常識を疑うことで|匠の技02

「常識を疑うことで」

工業用ハイスピードカメラはセンサーひとつの単板式が一般的。これに対し画質要求の高い放送用カメラはRGBそれぞれ異なるセンサーで画像を記録する、いわゆる三板センサー方式だ。これだけでも両者の設計思想は大きく異なる。加えて放送用カメラならではのユーザーインターフェースなど、ナックにとって未知なことだらけであった。構造上配置に無理のない箇所にコネクターをもってきても、「いや、このケーブルはここから出ないと現場での使用が難しい」「このスイッチはここにないと」と放送の現場から細かい仕様上の要望が出てくる。それらひとつ一つに対応しながら、Hi-Motion初代機の開発は進められ、2004年秋には特集番組で試作運用。年末には「毎秒300コマのハイビジョン対応ハイスピードカメラを開発」と報道発表がなされ、翌2005年の春には放送業界の世界最大の見本市であるNAB(National Association of Broadcasters)で講演形式による製品発表が行なわれた。

 

ただ公式に製品発表されたものの、開発の現場では“ある問題”との格闘がつづいていた。それはノイズである。非接触アイマークレコーダーの開発を終え、後藤がHi-Motionのプロジェクトに参加したのは2004年の10月。まさに開発が最終段階を迎え「ノイズをいかに除去するか」が最後の大きな課題となっていた頃だ。「1/300秒という最速領域での使用で、被写体の明るさによって画面を横切るノイズが発生してしまう。これを何とかして除去するのが、私の最初のミッションでした」と後藤は当時を振り返る。

機能的なHi-MotionIIのスイッチ。 当時のナックにとって、放送用カメラはすべてが手探りでの開発だった。

手前から初代Hi-Motion、Hi-MotionII試作機、現行Hi-MotionII。
様々な進化を遂げているのがわかる。

 

開発は最終局面。筐体はもちろんだが、内部の回路設計も大きな変更はできない。後藤はすでに形になっているカメラの内部モジュールを手に、センサーのパラメーター設定など、細かな見直しを何度も繰り返し改善のヒントを探る。しかしなかなかその糸口が見つからない。

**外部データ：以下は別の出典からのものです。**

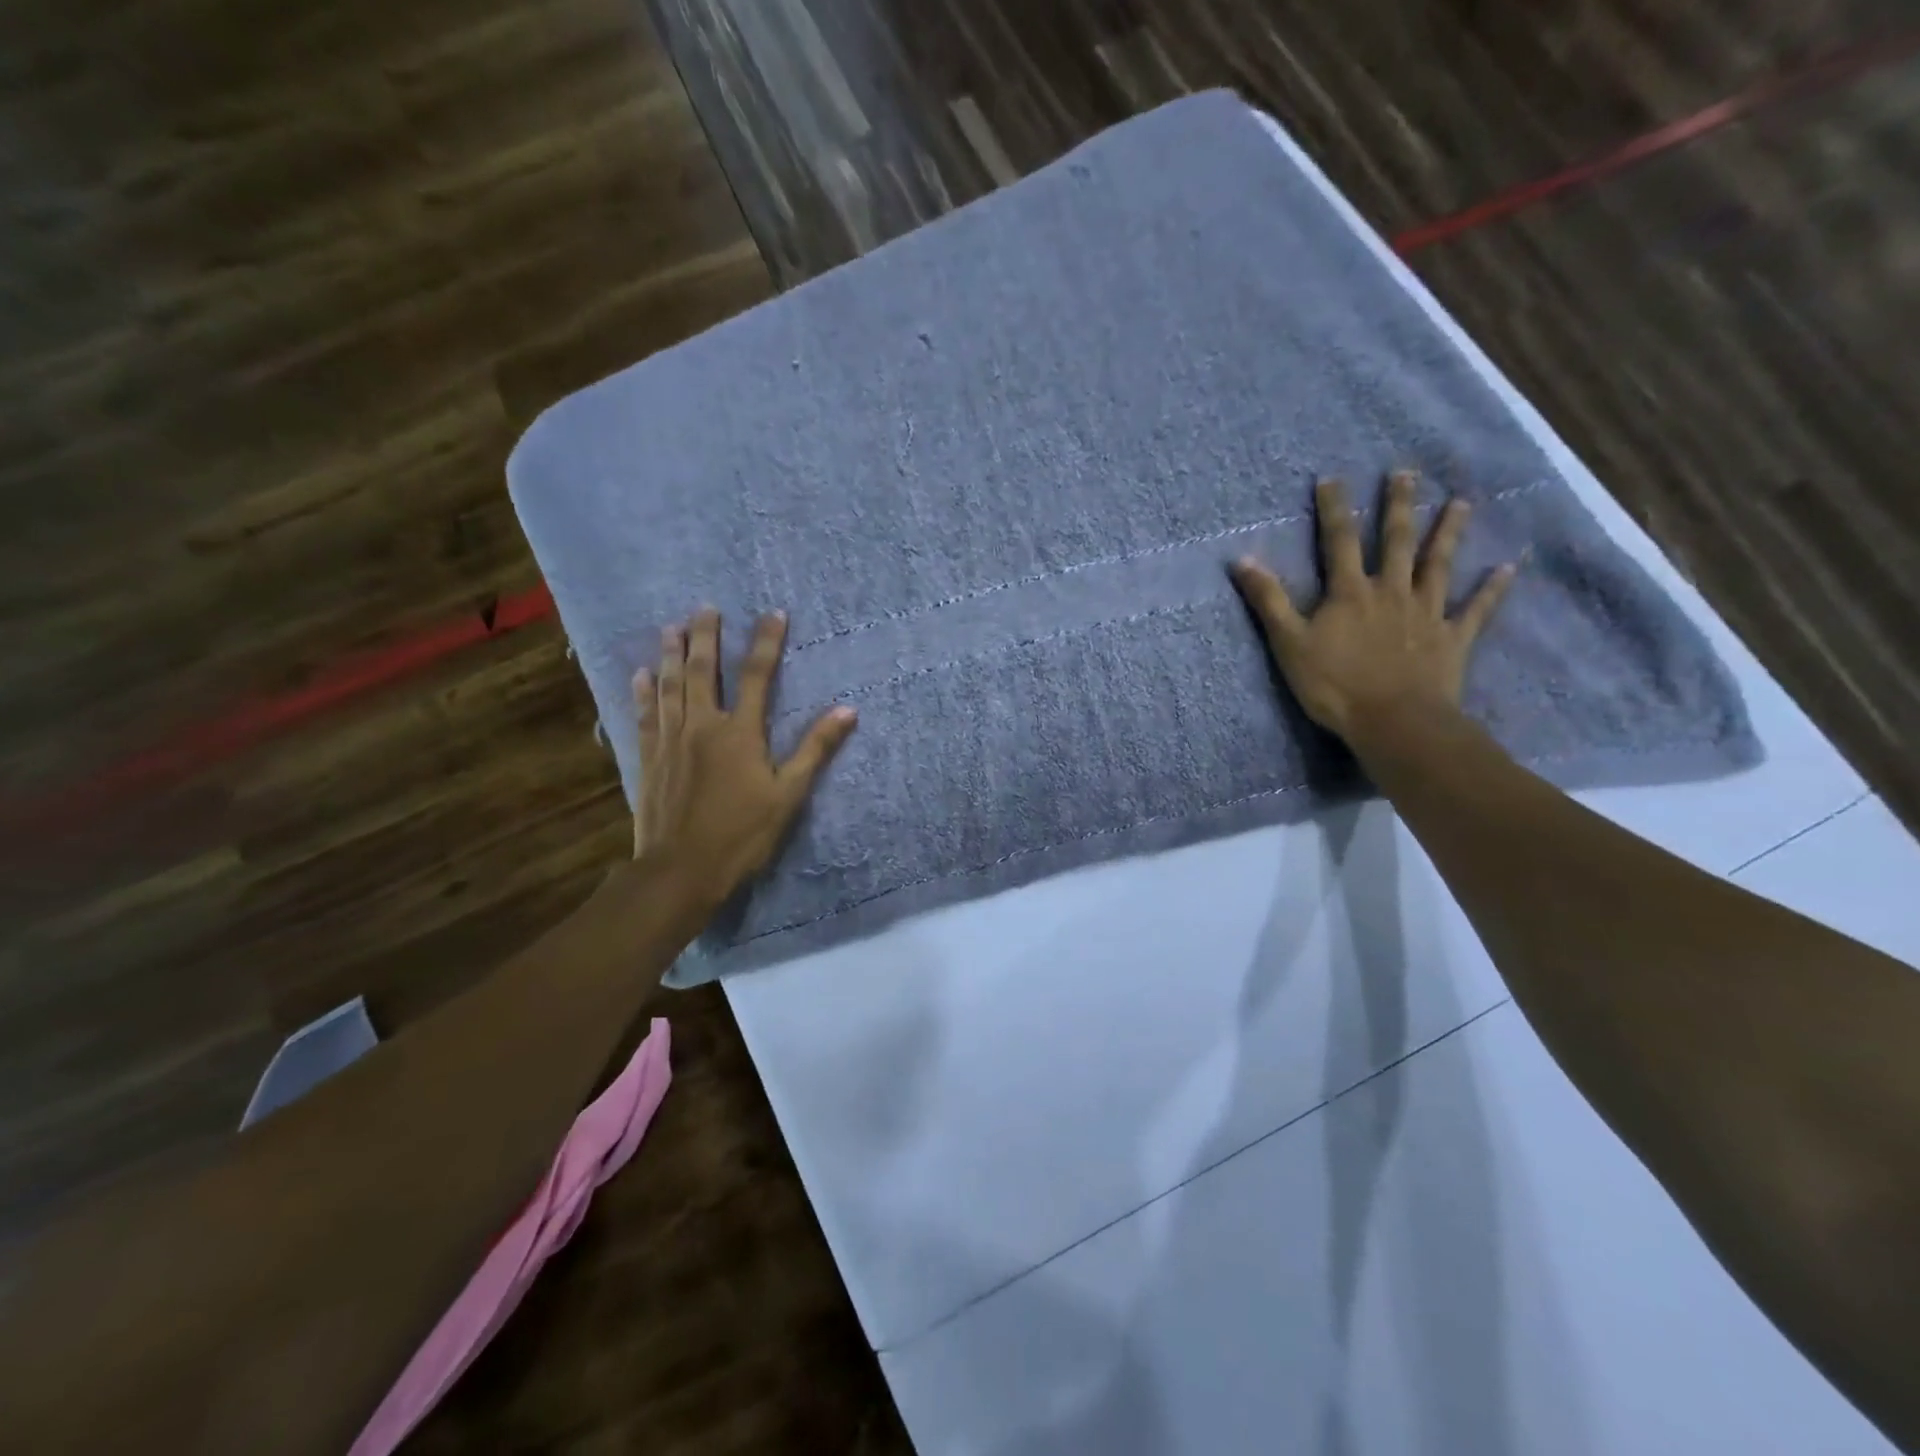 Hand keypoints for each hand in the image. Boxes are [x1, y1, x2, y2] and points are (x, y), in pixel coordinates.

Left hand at [630, 608, 855, 910]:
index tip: (774, 613)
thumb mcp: (789, 795)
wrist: (681, 869)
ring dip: (672, 654)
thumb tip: (847, 711)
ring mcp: (671, 740)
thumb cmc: (742, 834)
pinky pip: (645, 715)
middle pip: (704, 671)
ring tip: (671, 627)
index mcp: (740, 732)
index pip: (758, 676)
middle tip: (705, 607)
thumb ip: (815, 750)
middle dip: (706, 636)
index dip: (767, 642)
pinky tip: (640, 675)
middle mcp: (702, 725)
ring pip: (670, 686)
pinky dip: (643, 692)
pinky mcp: (650, 758)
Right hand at [1228, 471, 1517, 742]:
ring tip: (1461, 503)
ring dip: (1449, 533)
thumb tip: (1242, 560)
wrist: (1393, 721)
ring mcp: (1427, 613)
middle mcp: (1391, 592)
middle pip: (1396, 541)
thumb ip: (1269, 601)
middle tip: (1404, 473)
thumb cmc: (1334, 685)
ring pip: (1439, 565)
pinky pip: (1476, 610)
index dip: (1335, 509)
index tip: (1332, 478)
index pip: (1340, 541)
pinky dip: (1492, 589)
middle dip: (1398, 506)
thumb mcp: (1289, 643)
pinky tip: (1507, 568)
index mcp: (1350, 593)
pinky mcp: (1452, 639) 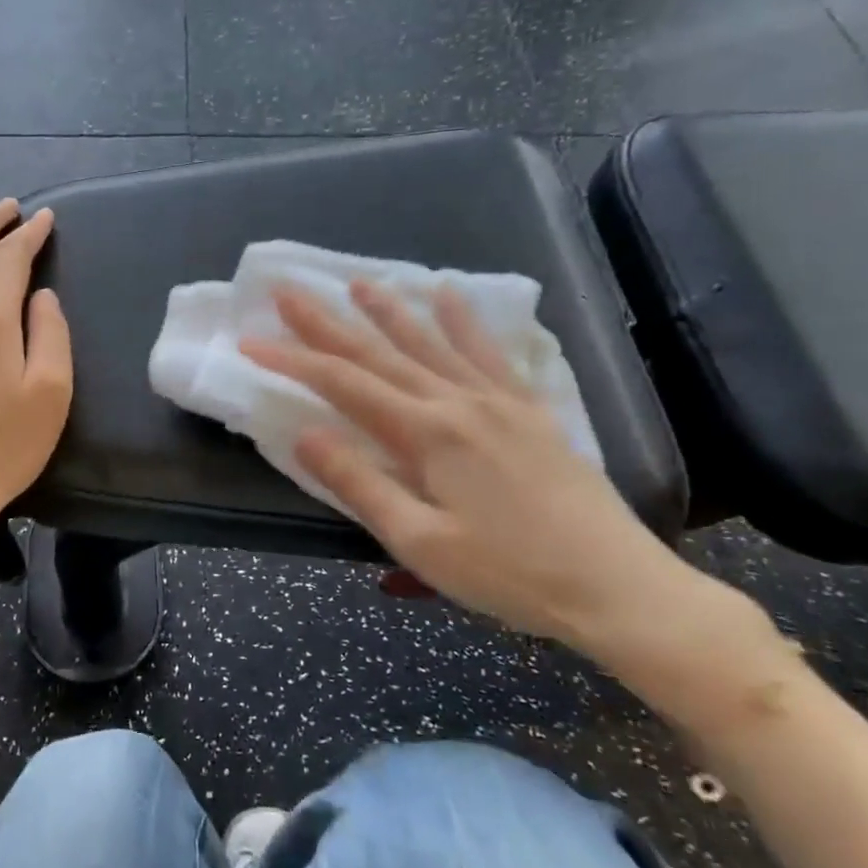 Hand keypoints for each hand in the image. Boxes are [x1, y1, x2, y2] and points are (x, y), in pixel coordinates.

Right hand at [242, 280, 688, 652]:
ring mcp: (498, 400)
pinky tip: (450, 295)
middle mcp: (457, 401)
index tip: (250, 341)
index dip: (292, 360)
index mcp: (426, 433)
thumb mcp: (420, 542)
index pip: (343, 384)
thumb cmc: (509, 574)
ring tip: (359, 282)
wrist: (616, 585)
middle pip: (379, 353)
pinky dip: (465, 321)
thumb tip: (305, 433)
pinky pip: (490, 353)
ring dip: (390, 310)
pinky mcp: (529, 410)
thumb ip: (359, 483)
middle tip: (288, 291)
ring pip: (431, 342)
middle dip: (328, 322)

そんなある日、工業用ハイスピードカメラ開発でセンサー技術に豊富なノウハウを持つ上司から「思い切ってパラメーターの設定値を大きく変動させてみてはどうか」という助言を受けた。そこで、これまでセンサーメーカーの仕様書に従って設定していたパラメーター数値を見直し、新たな視点で検討することにした。
 
センサーは光を受け、それを読み出し電気信号に変えて記録媒体へと送る。その極めて短い1/100万秒ほどの間に処理が行われているあるパラメーターに注目した。「見つけたパラメーターはほんの一瞬を制御する値でした。ところが助言を受けてそれを調べてみると、毎秒300コマという高速撮影、さらには放送用の信号規格に合わせ信号を増幅した場合、その処理が原因となって横引きノイズを発生させていることが分かった」(後藤)
 
後藤はセンサーの制御パルスの設定値を変更する。何度も試行錯誤を繰り返しノイズが発生せず、かつ記録速度がもっとも速いパラメーターを探っていった。しかし、いくら条件を変えてもノイズを取りきることができない。そこで後藤はある意味“禁じ手”のような手法を用いる。
 
「センサーのドライブ速度を仕様書に示されている最大値まで上げ、さらに制御パルスの形状やタイミングを標準的な設定とは全く違った内容に変更する検討を行いました」後藤は簡単に話すが、これはあくまでもHi-Motionの仕様に特化した制御系の設計であり、通常のセンサー駆動の常識とは異なる物であった。そしてついにその独特の制御系設計によって、ノイズが発生しない毎秒300コマの映像を出力することに成功したのである。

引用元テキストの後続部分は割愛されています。